Pull each line containing "roads" out of the data and copy it.

-- Extracted material --
⁂

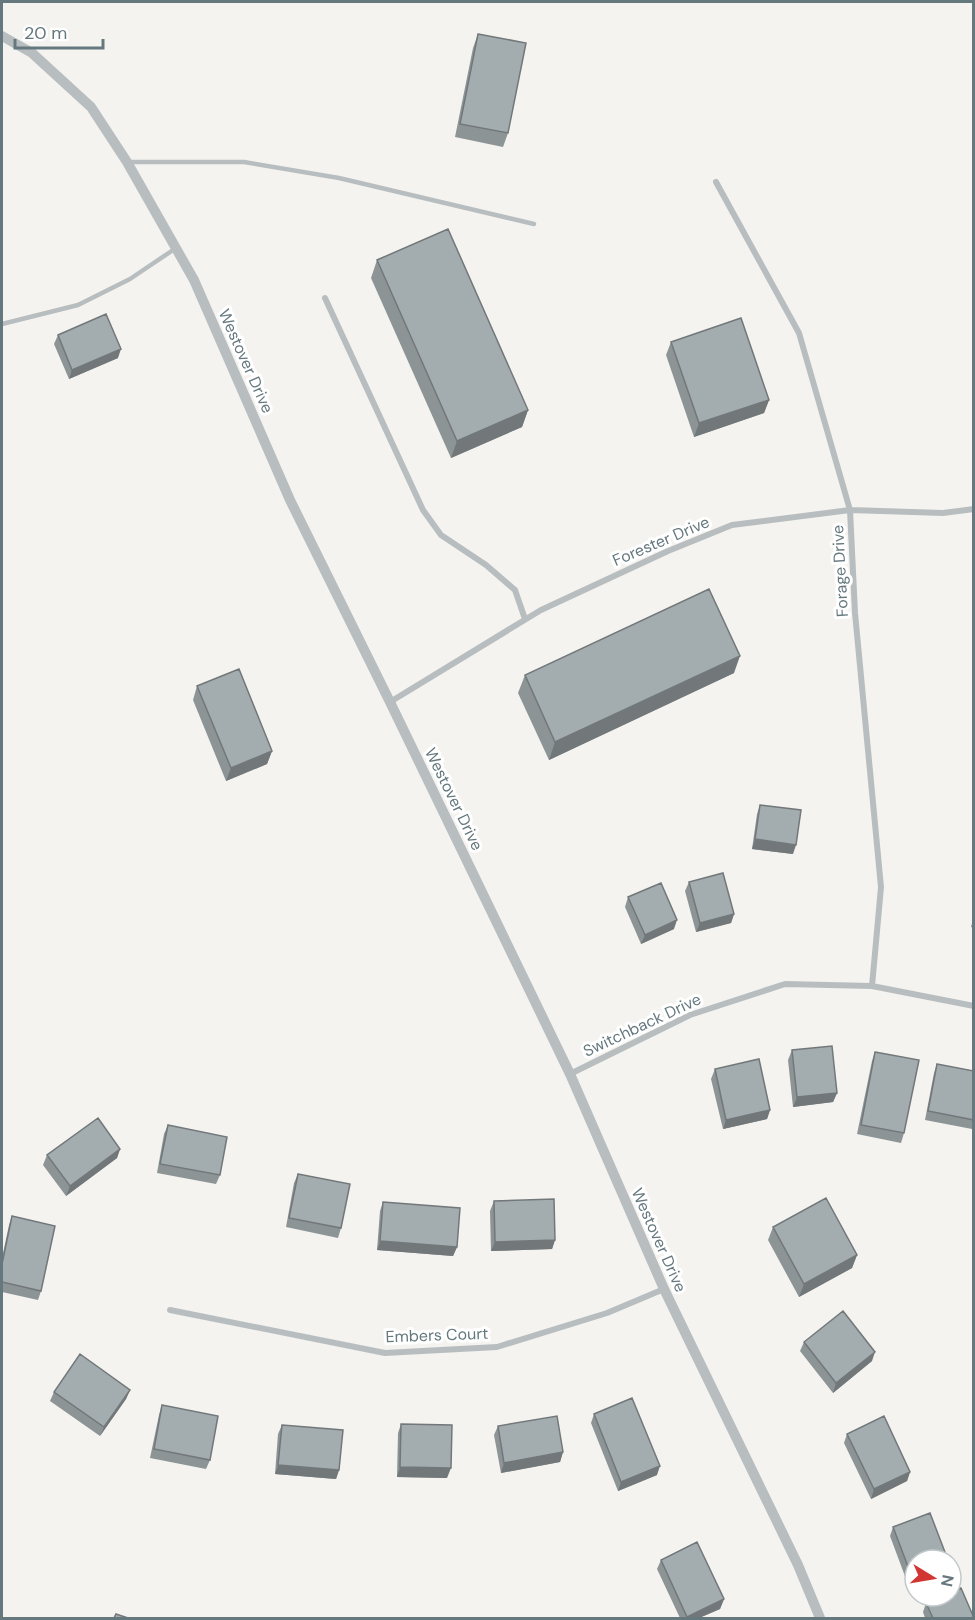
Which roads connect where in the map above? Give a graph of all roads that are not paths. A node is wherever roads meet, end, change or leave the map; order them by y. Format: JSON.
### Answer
{"nodes":[{"id":1,"x":2,"y":36,"type":"edge"},
{"id":2,"x":127,"y":162,"type":"junction"},
{"id":3,"x":716,"y":182,"type":"dead end"},
{"id":4,"x":534,"y":224,"type":"dead end"},
{"id":5,"x":176,"y":248,"type":"junction"},
{"id":6,"x":325,"y":298,"type":"dead end"},
{"id":7,"x":2,"y":324,"type":"edge"},
{"id":8,"x":974,"y":509,"type":"edge"},
{"id":9,"x":850,"y":510,"type":"junction"},
{"id":10,"x":525,"y":620,"type":"junction"},
{"id":11,"x":390,"y":702,"type":"junction"},
{"id":12,"x":872,"y":986,"type":"junction"},
{"id":13,"x":974,"y":1006,"type":"edge"},
{"id":14,"x":570,"y":1074,"type":"junction"},
{"id":15,"x":664,"y":1289,"type":"junction"},
{"id":16,"x":170,"y":1310,"type":"dead end"},
{"id":17,"x":820,"y":1618,"type":"edge"}],
"edges":[{"from":1,"to":2,"type":"street","name":"Westover Drive"},
{"from":2,"to":4,"type":"lane"},
{"from":2,"to":5,"type":"street","name":"Westover Drive"},
{"from":3,"to":9,"type":"street","name":"Forage Drive"},
{"from":5,"to":7,"type":"lane"},
{"from":5,"to":11,"type":"street","name":"Westover Drive"},
{"from":6,"to":10,"type":"street"},
{"from":8,"to":9,"type":"street","name":"Forester Drive"},
{"from":9,"to":10,"type":"street","name":"Forester Drive"},
{"from":9,"to":12,"type":"street","name":"Forage Drive"},
{"from":10,"to":11,"type":"street","name":"Forester Drive"},
{"from":11,"to":14,"type":"street","name":"Westover Drive"},
{"from":12,"to":13,"type":"street","name":"Switchback Drive"},
{"from":12,"to":14,"type":"street","name":"Switchback Drive"},
{"from":14,"to":15,"type":"street","name":"Westover Drive"},
{"from":15,"to":16,"type":"street","name":"Embers Court"},
{"from":15,"to":17,"type":"street","name":"Westover Drive"}]}
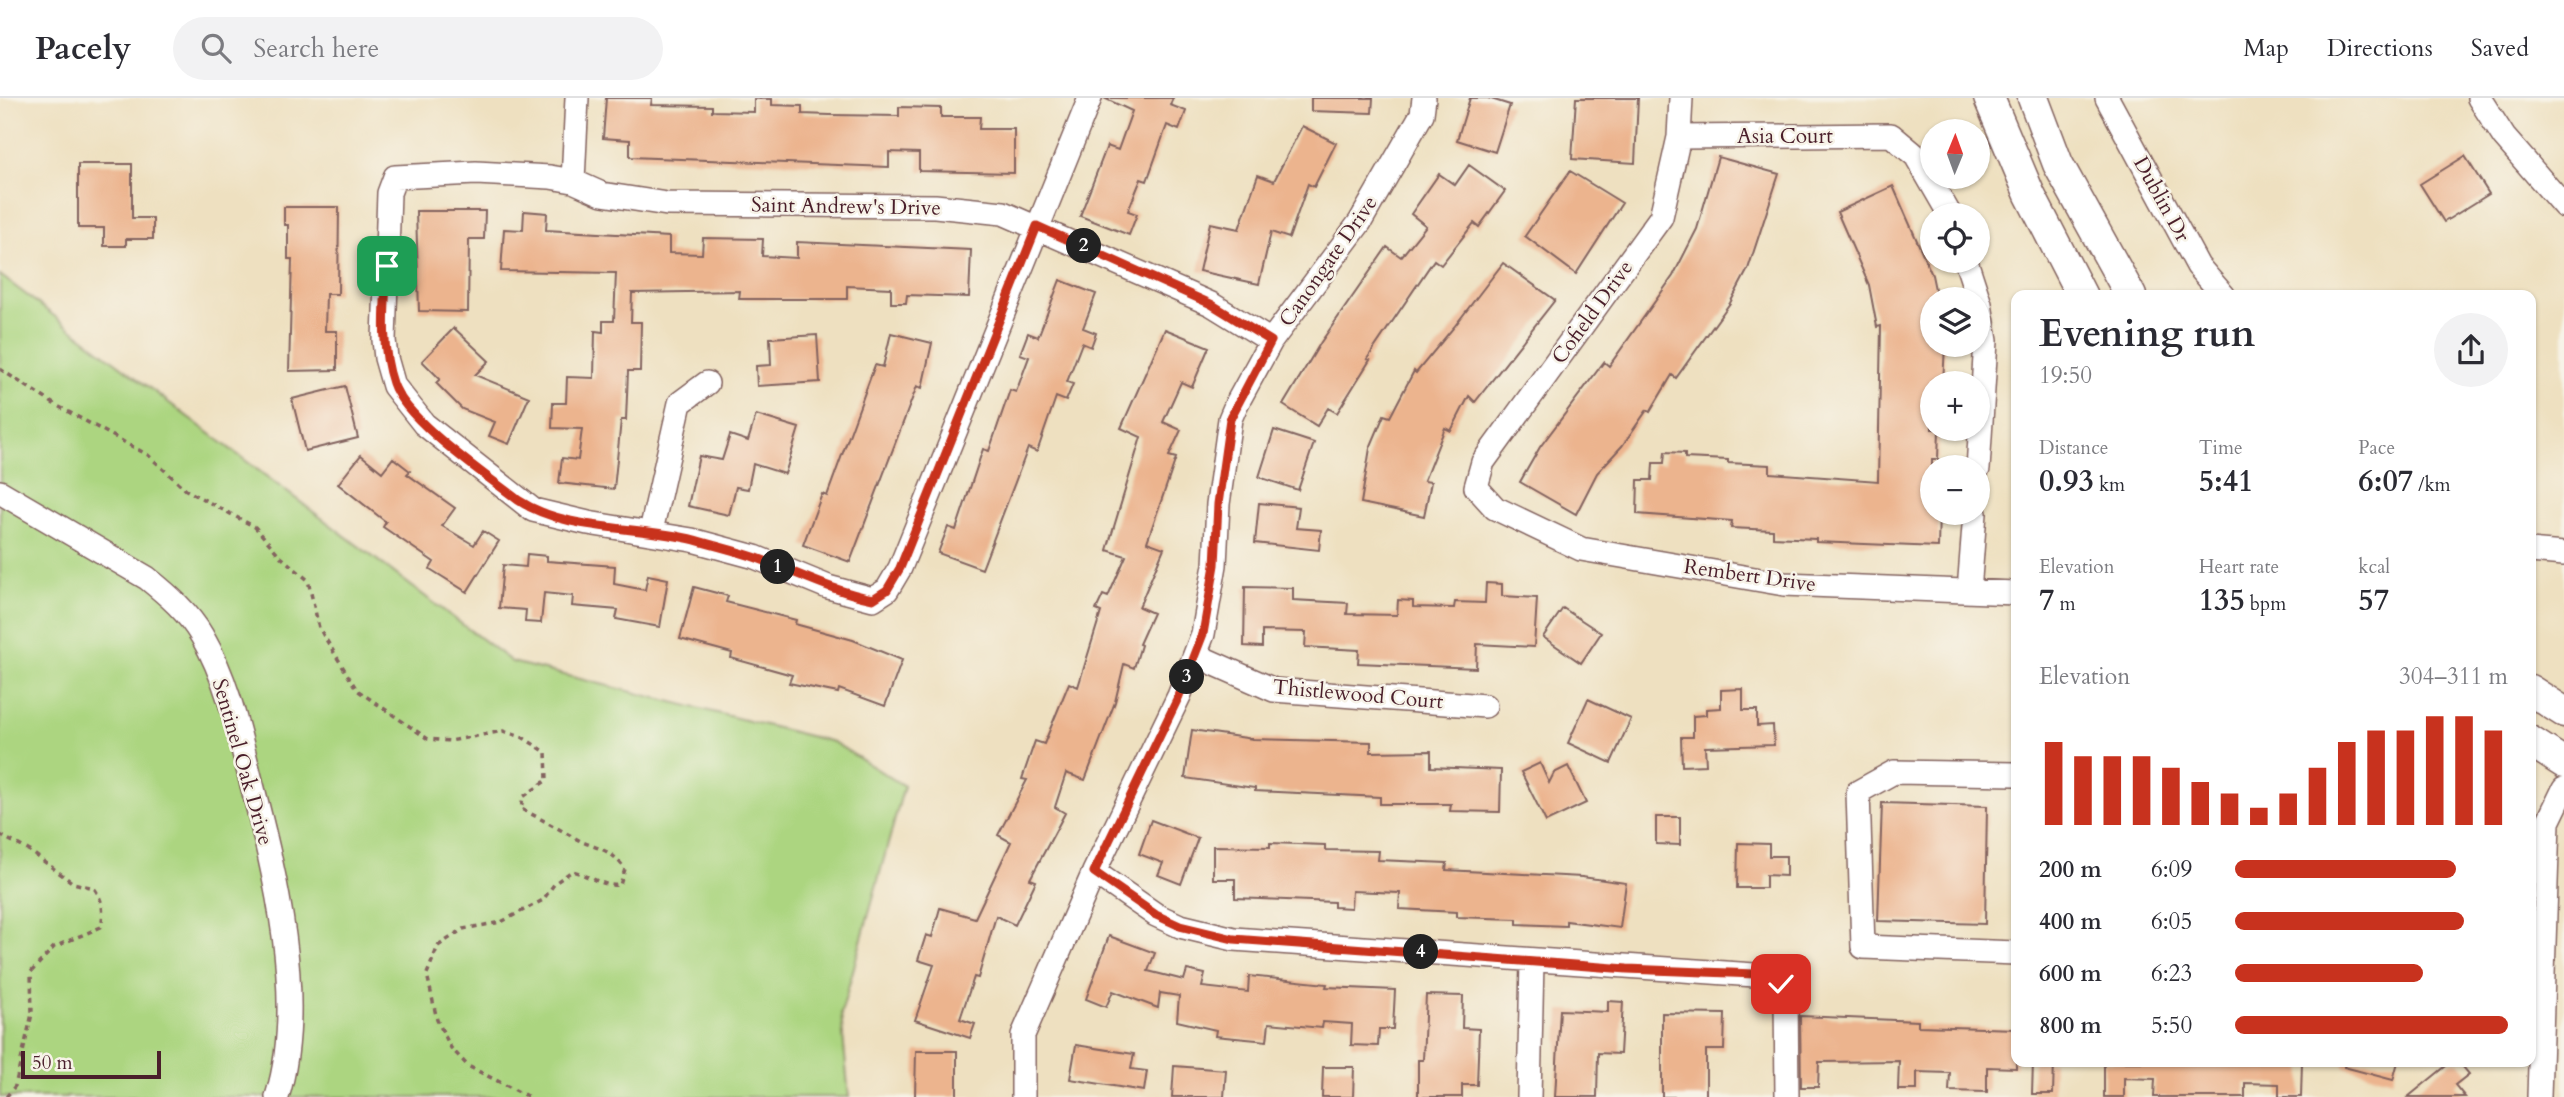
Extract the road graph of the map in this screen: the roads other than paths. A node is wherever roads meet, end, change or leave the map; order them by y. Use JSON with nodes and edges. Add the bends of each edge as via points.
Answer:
{"nodes":[{"id":1,"x":577,"y":98,"type":"edge"},
{"id":2,"x":1090,"y":98,"type":"edge"},
{"id":3,"x":1424,"y":98,"type":"edge"},
{"id":4,"x":1681,"y":98,"type":"edge"},
{"id":5,"x":1989,"y":98,"type":"edge"},
{"id":6,"x":2033,"y":98,"type":"edge"},
{"id":7,"x":2109,"y":98,"type":"edge"},
{"id":8,"x":2479,"y":98,"type":"edge"},
{"id":9,"x":1679,"y":137,"type":"junction"},
{"id":10,"x":573,"y":181,"type":"junction"},
{"id":11,"x":1943,"y":203,"type":"edge"},
{"id":12,"x":2564,"y":206,"type":"edge"},
{"id":13,"x":1037,"y":226,"type":"junction"},
{"id":14,"x":1970,"y":273,"type":"edge"},
{"id":15,"x":2079,"y":290,"type":"edge"},
{"id":16,"x":2129,"y":290,"type":"edge"},
{"id":17,"x":2219,"y":290,"type":"edge"},
{"id":18,"x":1271,"y":341,"type":"junction"},
{"id":19,"x":706,"y":383,"type":"dead end"},
{"id":20,"x":1979,"y":455,"type":"edge"},
{"id":21,"x":0,"y":492,"type":"edge"},
{"id":22,"x":1495,"y":508,"type":"joint"},
{"id":23,"x":1974,"y":525,"type":"edge"},
{"id":24,"x":651,"y":531,"type":"junction"},
{"id":25,"x":2536,"y":552,"type":"edge"},
{"id":26,"x":2564,"y":554,"type":"edge"},
{"id":27,"x":1969,"y":591,"type":"junction"},
{"id":28,"x":2011,"y":593,"type":"edge"},
{"id":29,"x":1195,"y":656,"type":"junction"},
{"id":30,"x":2536,"y":694,"type":"edge"},
{"id":31,"x":1485,"y":706,"type":"dead end"},
{"id":32,"x":2564,"y":712,"type":"edge"},
{"id":33,"x":2536,"y":745,"type":"edge"},
{"id":34,"x":2564,"y":763,"type":"edge"},
{"id":35,"x":2011,"y":774,"type":"edge"},
{"id":36,"x":2564,"y":789,"type":"edge"},
{"id":37,"x":1094,"y":872,"type":"junction"},
{"id":38,"x":2554,"y":910,"type":"edge"},
{"id":39,"x":2011,"y":953,"type":"edge"},
{"id":40,"x":1532,"y":961,"type":"junction"},
{"id":41,"x":2536,"y":968,"type":"edge"},
{"id":42,"x":277,"y":1097,"type":"edge"},
{"id":43,"x":1023,"y":1097,"type":"edge"},
{"id":44,"x":1529,"y":1097,"type":"edge"},
{"id":45,"x":1787,"y":1097,"type":"edge"},
{"id":46,"x":2539,"y":1097,"type":"edge"}],
"edges":[{"from":1,"to":10,"type":"street"},
{"from":2,"to":13,"type":"street"},
{"from":3,"to":18,"type":"street","name":"Canongate Drive","via":[[1422,114],[1360,222]]},
{"from":4,"to":9,"type":"street","name":"Cofield Drive"},
{"from":5,"to":15,"type":"main road","via":[[2030,195]]},
{"from":6,"to":16,"type":"main road","via":[[2058,164]]},
{"from":7,"to":17,"type":"street","name":"Dublin Dr","via":[[2198,266]]},
{"from":8,"to":12,"type":"street","via":[[2504,137]]},
{"from":9,"to":11,"type":"street","name":"Asia Court","via":[[1891,135],[1916,156]]},
{"from":9,"to":22,"type":"street","name":"Cofield Drive","via":[[1661,217],[1483,462],[1476,487]]},
{"from":10,"to":13,"type":"street","name":"Saint Andrew's Drive","via":[[602,194],[667,204],[935,206],[1003,213]]},
{"from":10,"to":24,"type":"street","name":"Saint Andrew's Drive","via":[[476,173],[395,177],[389,193],[384,340],[394,386],[425,424],[533,510]]},
{"from":13,"to":18,"type":"street","name":"Saint Andrew's Drive","via":[[1211,304]]},
{"from":13,"to":24,"type":"street","via":[[900,568],[887,590],[873,599],[755,558]]},
{"from":14,"to":20,"type":"street","via":[[1986,341]]},
{"from":18,"to":29,"type":"street","name":"Canongate Drive","via":[[1230,419],[1215,565]]},
{"from":19,"to":24,"type":"street","via":[[680,403]]},
{"from":21,"to":42,"type":"street","name":"Sentinel Oak Drive","via":[[167,594],[188,615],[213,658],[231,702],[283,917],[290,1032]]},
{"from":22,"to":27,"type":"street","name":"Rembert Drive","via":[[1581,550],[1784,584]]},
{"from":23,"to":27,"type":"street"},
{"from":25,"to":26,"type":"street"},
{"from":27,"to":28,"type":"street","name":"Rembert Drive"},
{"from":29,"to":31,"type":"street","name":"Thistlewood Court","via":[[1274,691]]},
{"from":29,"to":37,"type":"street","name":"Canongate Drive"},
{"from":30,"to":32,"type":"main road"},
{"from":33,"to":34,"type":"main road"},
{"from":35,"to":39,"type":"street","via":[[1894,772],[1858,792],[1863,947]]},
{"from":36,"to":38,"type":"street","via":[[2548,822]]},
{"from":37,"to":40,"type":"street","via":[[1156,915],[1234,939]]},
{"from":37,"to":43,"type":"street","name":"Canongate Drive","via":[[1023,1035]]},
{"from":38,"to":41,"type":"street"},
{"from":40,"to":44,"type":"street"},
{"from":40,"to":45,"type":"street","via":[[1769,976],[1781,984],[1786,995]]},
{"from":41,"to":46,"type":"street"}]}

⁂

-- Answer below --
Which roads connect where in the map above? Give a graph of all roads that are not paths. A node is wherever roads meet, end, change or leave the map; order them by y. Format: JSON.
Extract the road graph of the map in this screen: the roads other than paths. A node is wherever roads meet, end, change or leave the map; order them by y. Use JSON with nodes and edges. Add the bends of each edge as via points.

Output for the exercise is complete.